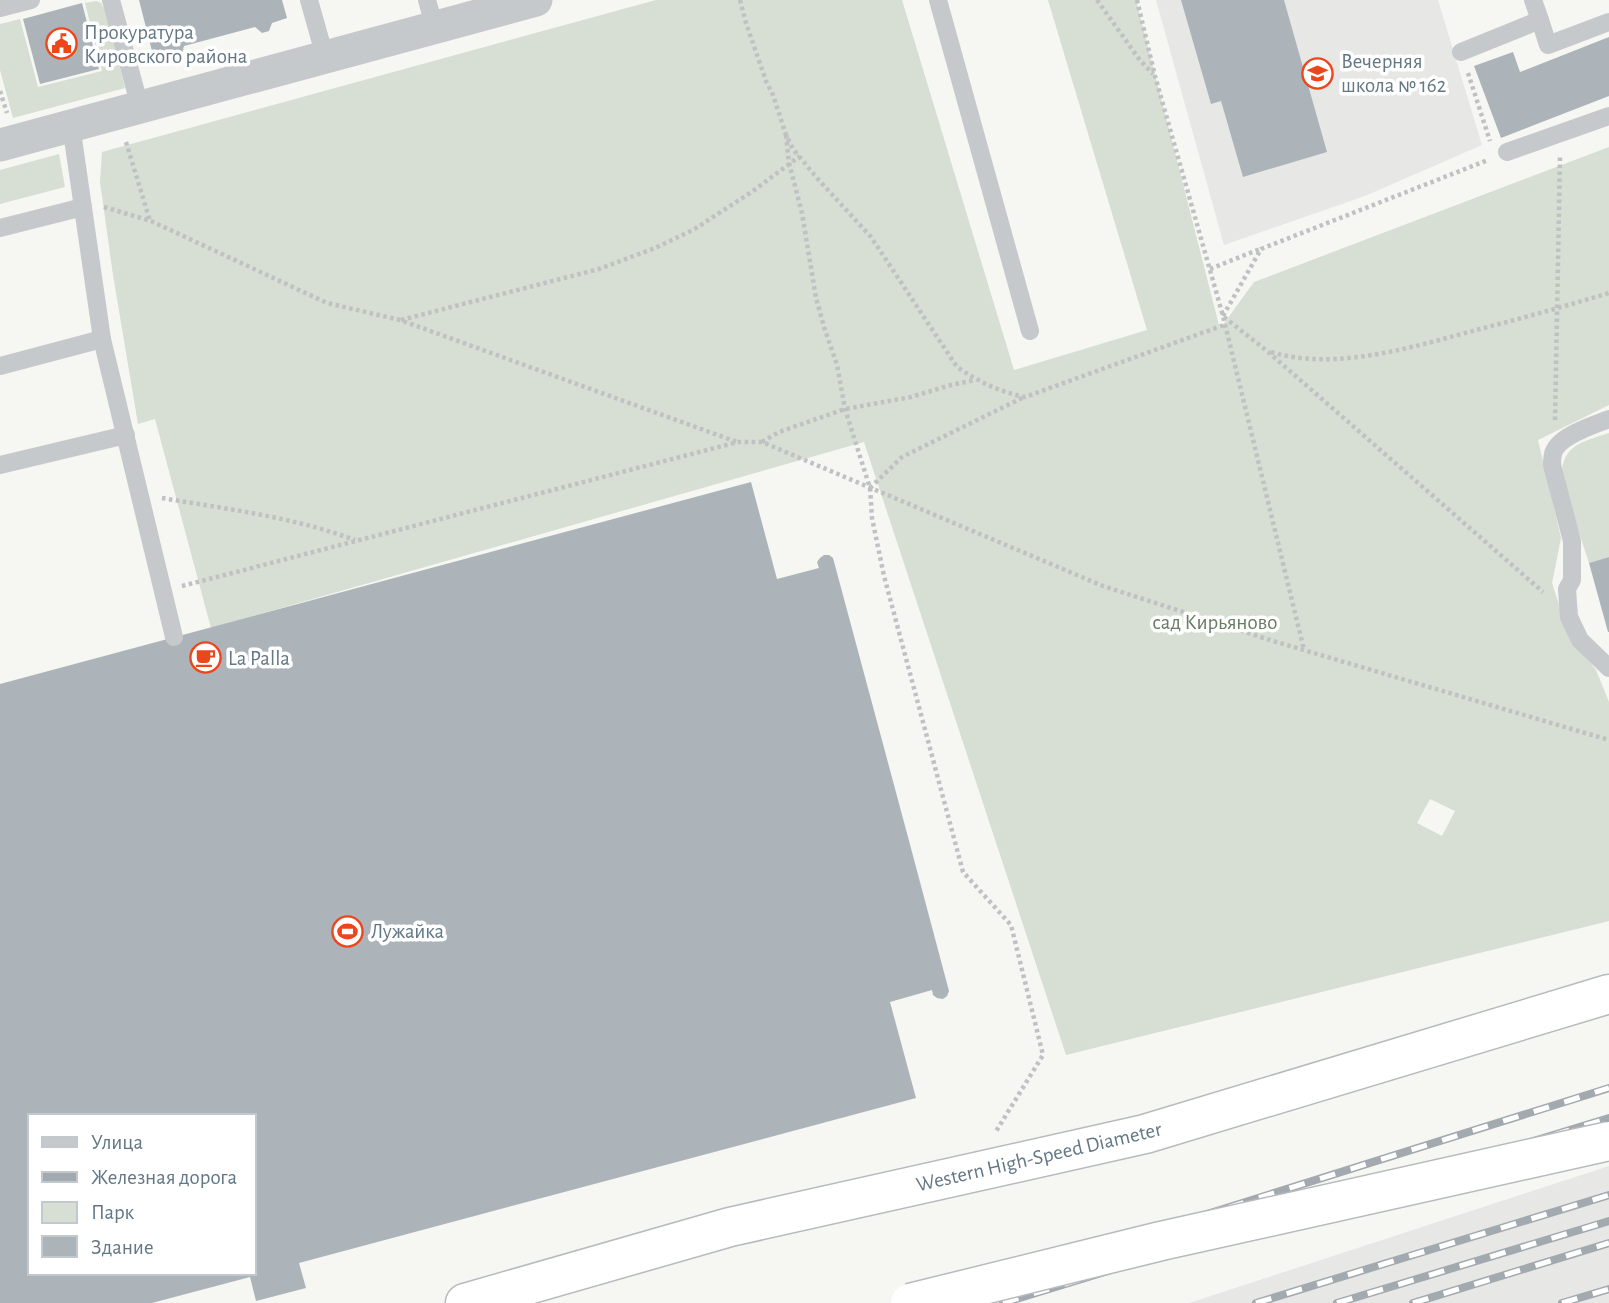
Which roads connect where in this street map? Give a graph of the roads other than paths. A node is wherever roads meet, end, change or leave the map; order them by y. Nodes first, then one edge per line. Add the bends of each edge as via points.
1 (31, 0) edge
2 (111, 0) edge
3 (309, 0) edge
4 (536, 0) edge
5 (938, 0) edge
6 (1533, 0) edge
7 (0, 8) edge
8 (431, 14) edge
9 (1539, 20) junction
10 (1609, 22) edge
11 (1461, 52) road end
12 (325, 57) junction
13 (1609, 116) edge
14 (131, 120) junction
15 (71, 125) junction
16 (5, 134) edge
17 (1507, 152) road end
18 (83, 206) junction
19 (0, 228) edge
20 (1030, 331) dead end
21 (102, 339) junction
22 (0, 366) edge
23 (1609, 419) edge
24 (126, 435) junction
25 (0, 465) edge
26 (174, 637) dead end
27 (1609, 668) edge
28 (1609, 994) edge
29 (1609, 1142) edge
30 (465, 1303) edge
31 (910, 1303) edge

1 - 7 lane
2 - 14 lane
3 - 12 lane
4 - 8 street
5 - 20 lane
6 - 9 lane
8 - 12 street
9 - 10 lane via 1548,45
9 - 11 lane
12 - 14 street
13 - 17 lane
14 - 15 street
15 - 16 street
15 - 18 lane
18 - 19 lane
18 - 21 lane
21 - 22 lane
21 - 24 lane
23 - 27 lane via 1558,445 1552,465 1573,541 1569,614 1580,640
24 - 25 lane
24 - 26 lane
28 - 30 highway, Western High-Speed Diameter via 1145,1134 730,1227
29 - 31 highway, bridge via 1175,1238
========================================================================
▸ What is being asked: An exact copy of the entries, minus the pictures, is what to return.

▸ Output of the task:
Which roads connect where in this street map? Give a graph of the roads other than paths. A node is wherever roads meet, end, change or leave the map; order them by y. Nodes first, then one edge per line. Add the bends of each edge as via points.
1 (31, 0) edge
2 (111, 0) edge
3 (309, 0) edge
4 (536, 0) edge
5 (938, 0) edge
6 (1533, 0) edge
7 (0, 8) edge
8 (431, 14) edge
9 (1539, 20) junction
10 (1609, 22) edge
11 (1461, 52) road end
12 (325, 57) junction
13 (1609, 116) edge
14 (131, 120) junction
15 (71, 125) junction
16 (5, 134) edge
17 (1507, 152) road end
18 (83, 206) junction
19 (0, 228) edge
20 (1030, 331) dead end
21 (102, 339) junction
22 (0, 366) edge
23 (1609, 419) edge
24 (126, 435) junction
25 (0, 465) edge
26 (174, 637) dead end
27 (1609, 668) edge
28 (1609, 994) edge
29 (1609, 1142) edge
30 (465, 1303) edge
31 (910, 1303) edge

1 - 7 lane
2 - 14 lane
3 - 12 lane
4 - 8 street
5 - 20 lane
6 - 9 lane
8 - 12 street
9 - 10 lane via 1548,45
9 - 11 lane
12 - 14 street
13 - 17 lane
14 - 15 street
15 - 16 street
15 - 18 lane
18 - 19 lane
18 - 21 lane
21 - 22 lane
21 - 24 lane
23 - 27 lane via 1558,445 1552,465 1573,541 1569,614 1580,640
24 - 25 lane
24 - 26 lane
28 - 30 highway, Western High-Speed Diameter via 1145,1134 730,1227
29 - 31 highway, bridge via 1175,1238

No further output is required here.